Takeda announced that the European Medicines Agency’s (EMA) Committee for Medicinal Products for Human Use (CHMP) has recommended the approval of fruquintinib, a selective inhibitor of vascular endothelial growth factor receptors (VEGFR) -1, -2 and -3 for the treatment of adult patients with previously treated metastatic colorectal cancer (mCRC). The European Commission (EC) will consider the CHMP positive opinion when determining the potential marketing authorization for fruquintinib for mCRC throughout the European Union (EU), Norway, Liechtenstein and Iceland. If approved, fruquintinib will be the first and only selective inhibitor of all three VEGF receptors approved in the EU for previously treated mCRC.
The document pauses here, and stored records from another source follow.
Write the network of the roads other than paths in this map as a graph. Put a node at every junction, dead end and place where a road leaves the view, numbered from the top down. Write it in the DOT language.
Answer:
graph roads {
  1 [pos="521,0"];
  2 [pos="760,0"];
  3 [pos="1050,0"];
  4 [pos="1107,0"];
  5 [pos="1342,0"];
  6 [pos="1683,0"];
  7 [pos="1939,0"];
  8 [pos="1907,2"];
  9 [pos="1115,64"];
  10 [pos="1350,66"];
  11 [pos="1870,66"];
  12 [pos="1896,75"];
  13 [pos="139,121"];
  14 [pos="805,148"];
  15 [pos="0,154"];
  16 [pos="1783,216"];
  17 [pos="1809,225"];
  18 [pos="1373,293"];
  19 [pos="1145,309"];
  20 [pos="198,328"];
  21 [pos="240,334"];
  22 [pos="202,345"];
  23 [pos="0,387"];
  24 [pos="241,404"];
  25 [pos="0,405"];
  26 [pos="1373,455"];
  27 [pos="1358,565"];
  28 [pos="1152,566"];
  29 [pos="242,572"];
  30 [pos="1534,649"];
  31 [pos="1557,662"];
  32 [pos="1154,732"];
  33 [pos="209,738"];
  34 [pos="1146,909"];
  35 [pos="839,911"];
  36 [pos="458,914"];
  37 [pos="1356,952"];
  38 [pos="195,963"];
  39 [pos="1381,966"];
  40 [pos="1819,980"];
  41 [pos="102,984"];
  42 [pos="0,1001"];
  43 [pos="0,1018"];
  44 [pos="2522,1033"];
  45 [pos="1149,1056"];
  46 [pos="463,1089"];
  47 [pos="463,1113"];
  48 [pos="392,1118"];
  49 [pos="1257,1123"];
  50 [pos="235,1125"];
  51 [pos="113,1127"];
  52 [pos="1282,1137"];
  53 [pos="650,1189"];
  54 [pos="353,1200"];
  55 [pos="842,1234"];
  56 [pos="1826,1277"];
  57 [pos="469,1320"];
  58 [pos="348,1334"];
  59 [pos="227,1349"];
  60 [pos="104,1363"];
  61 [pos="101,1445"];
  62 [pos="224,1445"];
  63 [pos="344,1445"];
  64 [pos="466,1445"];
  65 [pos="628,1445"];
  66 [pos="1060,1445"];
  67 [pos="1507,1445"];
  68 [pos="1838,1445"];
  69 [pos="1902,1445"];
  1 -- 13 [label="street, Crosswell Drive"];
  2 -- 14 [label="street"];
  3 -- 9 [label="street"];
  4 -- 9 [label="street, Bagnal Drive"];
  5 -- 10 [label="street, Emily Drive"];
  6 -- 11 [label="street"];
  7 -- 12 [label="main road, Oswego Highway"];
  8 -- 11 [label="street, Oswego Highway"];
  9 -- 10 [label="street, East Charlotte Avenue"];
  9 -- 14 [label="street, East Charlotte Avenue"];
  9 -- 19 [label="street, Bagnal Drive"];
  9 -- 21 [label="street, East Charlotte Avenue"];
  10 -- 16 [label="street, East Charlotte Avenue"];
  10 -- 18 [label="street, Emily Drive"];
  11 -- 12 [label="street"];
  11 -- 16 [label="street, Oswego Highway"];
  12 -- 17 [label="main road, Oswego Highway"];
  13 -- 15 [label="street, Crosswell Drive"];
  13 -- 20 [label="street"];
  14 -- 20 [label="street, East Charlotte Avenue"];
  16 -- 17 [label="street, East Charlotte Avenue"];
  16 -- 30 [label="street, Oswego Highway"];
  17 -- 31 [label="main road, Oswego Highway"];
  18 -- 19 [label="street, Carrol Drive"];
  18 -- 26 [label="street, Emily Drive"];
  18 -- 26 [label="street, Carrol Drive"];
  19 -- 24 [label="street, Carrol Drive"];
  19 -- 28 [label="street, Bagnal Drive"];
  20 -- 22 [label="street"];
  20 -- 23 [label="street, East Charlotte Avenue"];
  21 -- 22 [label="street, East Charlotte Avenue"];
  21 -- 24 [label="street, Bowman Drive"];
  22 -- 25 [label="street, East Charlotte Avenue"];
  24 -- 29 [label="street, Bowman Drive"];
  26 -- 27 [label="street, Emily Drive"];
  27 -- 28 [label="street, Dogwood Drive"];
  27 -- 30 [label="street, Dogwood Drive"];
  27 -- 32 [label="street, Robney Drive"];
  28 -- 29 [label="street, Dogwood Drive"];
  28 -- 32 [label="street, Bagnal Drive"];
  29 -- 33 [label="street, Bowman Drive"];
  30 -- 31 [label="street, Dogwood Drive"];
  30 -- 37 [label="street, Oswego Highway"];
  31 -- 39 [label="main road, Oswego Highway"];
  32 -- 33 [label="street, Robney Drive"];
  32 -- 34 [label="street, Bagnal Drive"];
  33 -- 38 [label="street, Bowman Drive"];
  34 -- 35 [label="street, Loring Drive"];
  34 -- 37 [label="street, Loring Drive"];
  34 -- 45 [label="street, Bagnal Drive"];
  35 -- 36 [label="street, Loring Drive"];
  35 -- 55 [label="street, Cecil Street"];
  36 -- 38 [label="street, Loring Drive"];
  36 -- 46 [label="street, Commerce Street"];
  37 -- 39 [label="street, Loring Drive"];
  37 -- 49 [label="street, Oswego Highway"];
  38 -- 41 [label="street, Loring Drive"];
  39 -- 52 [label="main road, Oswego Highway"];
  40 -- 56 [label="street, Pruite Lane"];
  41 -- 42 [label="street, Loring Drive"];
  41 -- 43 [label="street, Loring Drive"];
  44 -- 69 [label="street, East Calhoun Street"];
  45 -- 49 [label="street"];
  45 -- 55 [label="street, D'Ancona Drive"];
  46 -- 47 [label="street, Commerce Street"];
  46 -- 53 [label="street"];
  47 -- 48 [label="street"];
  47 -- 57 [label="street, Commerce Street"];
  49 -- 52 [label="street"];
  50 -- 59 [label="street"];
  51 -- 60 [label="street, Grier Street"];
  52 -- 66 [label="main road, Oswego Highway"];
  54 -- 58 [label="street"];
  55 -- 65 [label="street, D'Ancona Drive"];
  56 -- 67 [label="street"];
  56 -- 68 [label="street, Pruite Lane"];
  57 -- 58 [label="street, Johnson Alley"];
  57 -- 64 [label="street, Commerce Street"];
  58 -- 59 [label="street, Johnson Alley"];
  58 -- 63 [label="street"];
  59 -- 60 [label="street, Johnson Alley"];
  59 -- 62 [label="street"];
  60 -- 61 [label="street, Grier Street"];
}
“People living with metastatic colorectal cancer in the European Union currently have limited treatment options, which can lead to poor outcomes. With this positive opinion for fruquintinib, we are one step closer to potentially offering patients a new, oral, chemotherapy-free option that may provide a survival benefit,” said Awny Farajallah, M.D., chief medical officer, oncology at Takeda. “We look forward to the European Commission’s official decision in the near future as we work to redefine the treatment landscape and help address a significant unmet need for those affected by mCRC.”

The Committee’s positive opinion was primarily based on results from the Phase 3 multi-regional FRESCO-2 trial.